カエル化姫は愛されたい、偽俺様王子は愛したい~推し活女子と天然一途男子は最強夫婦~

保護猫の不安

 大学に行き、事務局に日埜静馬の学部を問い合わせてみても、外部の人には個人情報を明かせないといって、断られてしまう。
 困っていたところに、証明書をもらいに来たという彰文と鉢合わせした。

「あ、カエル化……」
 と言う特殊な呼び名で呼ばれて、声の方を見てみれば彰文がいたのだ。

「今日も約束してんの?瑠璃也呼ぶ?」
 と言われて、思わず首をブンブンと振ってしまう。

「瑠璃也とは別件で用があって」
「へー別件?瑠璃也は知ってる?」
「知らないし、今のところ言えない」

 すると彰文は明らかに面白がっている顔で、
「喧嘩中とか?それともこっそり推し活?」
 と探りを入れてくるので、困り果ててしまう。
 言い方を間違ったな、と思った。それに、推し活のことを知っているなんて、瑠璃也はどこまで彰文に話しているんだろう?
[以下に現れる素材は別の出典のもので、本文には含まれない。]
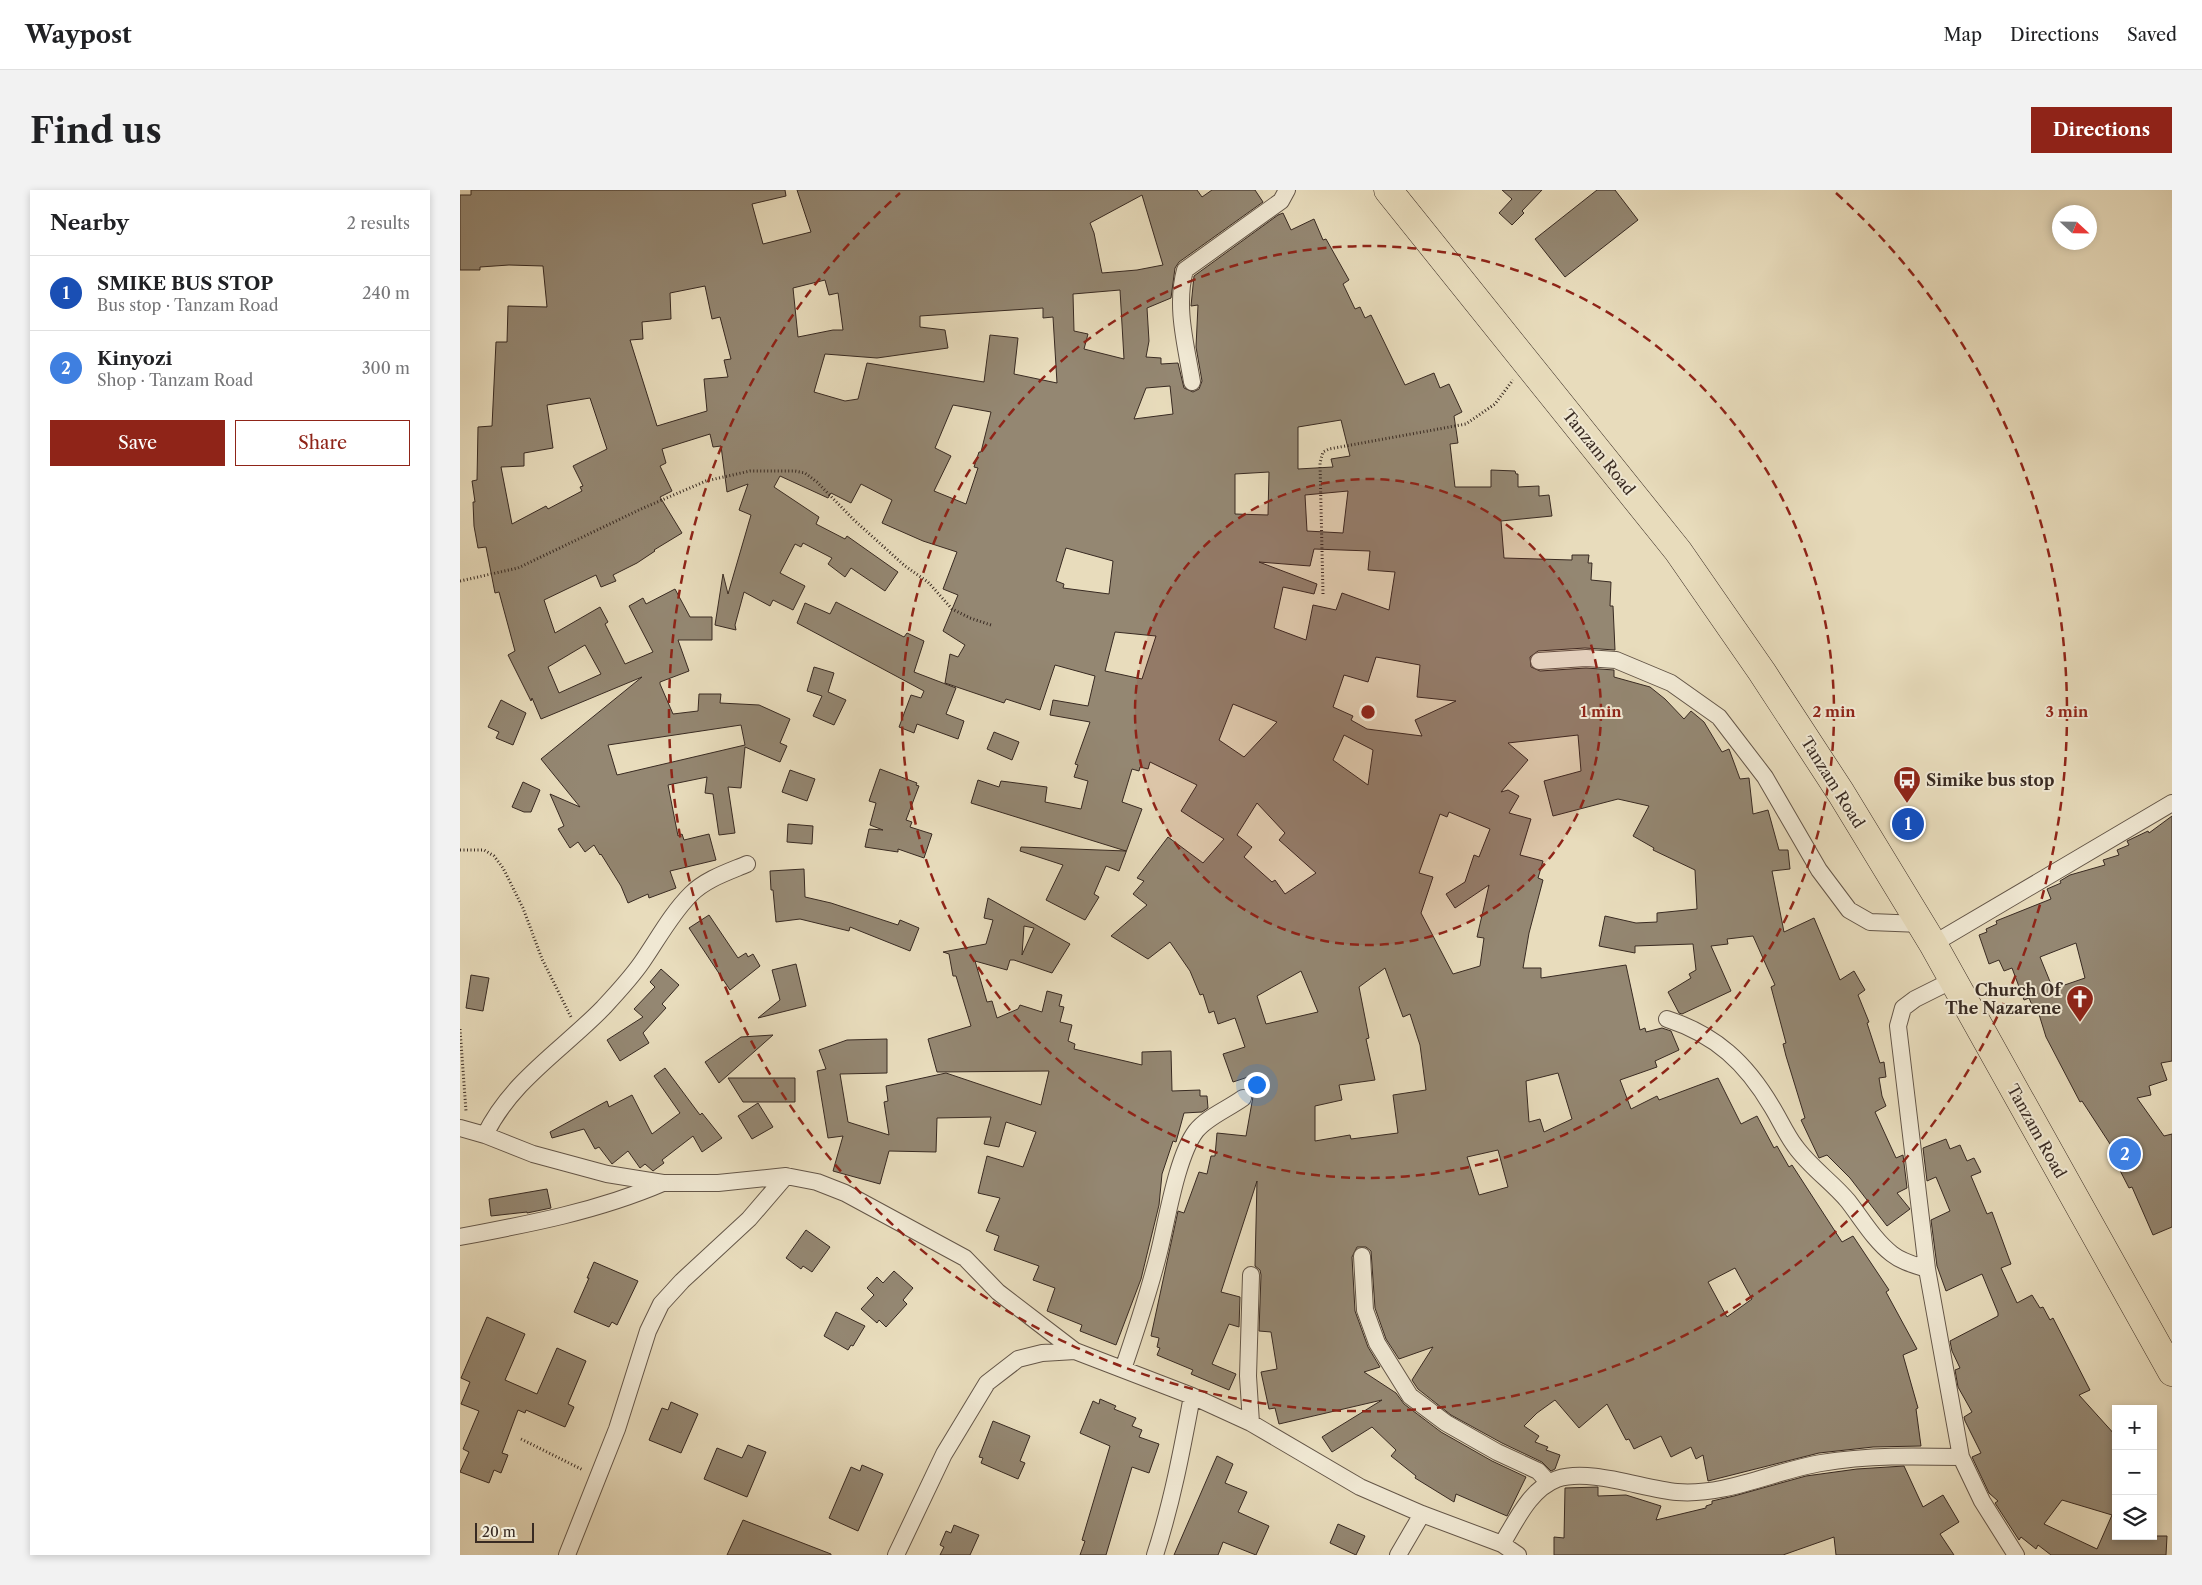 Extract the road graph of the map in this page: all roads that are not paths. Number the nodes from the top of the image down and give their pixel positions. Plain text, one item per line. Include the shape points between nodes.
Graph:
1 (1287, 190) edge
2 (1388, 190) edge
3 (1192, 382) dead end
4 (1540, 661) dead end
5 (2172, 803) edge
6 (747, 864) dead end
7 (1927, 934) junction
8 (1953, 980) junction
9 (1667, 1020) dead end
10 (1242, 1098) dead end
11 (463, 1129) edge
12 (485, 1135) junction
13 (786, 1176) junction
14 (663, 1184) junction
15 (460, 1237) edge
16 (1362, 1256) dead end
17 (1927, 1269) junction
18 (1250, 1275) dead end
19 (1075, 1351) junction
20 (2169, 1363) edge
21 (1123, 1369) junction
22 (1192, 1396) junction
23 (1252, 1423) junction
24 (1961, 1458) junction
25 (1549, 1483) junction
26 (1422, 1514) junction
27 (1502, 1544) junction
28 (567, 1555) edge
29 (896, 1555) edge
30 (1154, 1555) edge
31 (1398, 1555) edge
32 (1518, 1555) edge
33 (2016, 1555) edge

1 - 3 street via 1281,201 1185,270 1180,311
2 - 7 highway, Tanzam Road via 1678,550 1825,769
4 - 7 street via 1616,660 1671,683 1719,717 1765,777 1819,870 1849,910 1870,922
5 - 7 street
6 - 12 street via 717,876 692,893 671,917 640,964 602,1008 514,1090
7 - 8 highway, Tanzam Road
8 - 17 street via 1903,1008 1898,1026
8 - 20 highway, Tanzam Road
9 - 17 street via 1705,1035 1733,1054 1750,1074 1796,1147 1846,1198 1880,1243 1904,1261
10 - 21 street via 1196,1131 1186,1149 1156,1263
11 - 12 street
12 - 14 street via 533,1154 607,1174
13 - 14 street via 718,1183
13 - 19 street via 817,1182 845,1193 964,1258 998,1292
13 - 28 street via 749,1219 661,1304 648,1331 599,1478
14 - 15 street via 580,1212
16 - 25 street via 1366,1310 1374,1335 1410,1396 1446,1423 1538,1472
17 - 24 street
18 - 23 street via 1248,1376
19 - 21 street
19 - 29 street via 1042,1353 1018,1359 987,1382 944,1454
21 - 22 street
22 - 23 street
22 - 30 street via 1177,1476
23 - 26 street via 1360,1487
24 - 25 street via 1895,1456 1821,1463 1697,1491 1679,1492 1584,1477 1560,1478
24 - 33 street via 1982,1501
25 - 27 street via 1523,1510
26 - 27 street
26 - 31 street
27 - 32 street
「喧嘩はしてないよ。寧ろ付き合う前の方が、喧嘩してたかも」
「じゃあ浮気だ」
「違うよ」
「瑠璃也の奴、あれでいて一世一代の初恋らしいから、あんま泣かせないでやってねー」

「え、初恋?あの出で立ちで、さすがにそれは、嘘だよね?」
「そう思うよなぁー。けど、瑠璃也って中身割とサイコだし、変だから、ピッタリな子がいないんだろうな。その点水樹さんはピッタリ。カエル化姫だし、距離感バカなところとか。見た目と中身がミスマッチな感じとか」

 随分とひどい物言いだと思うけれど、かなり当たっているのがまた、辛い。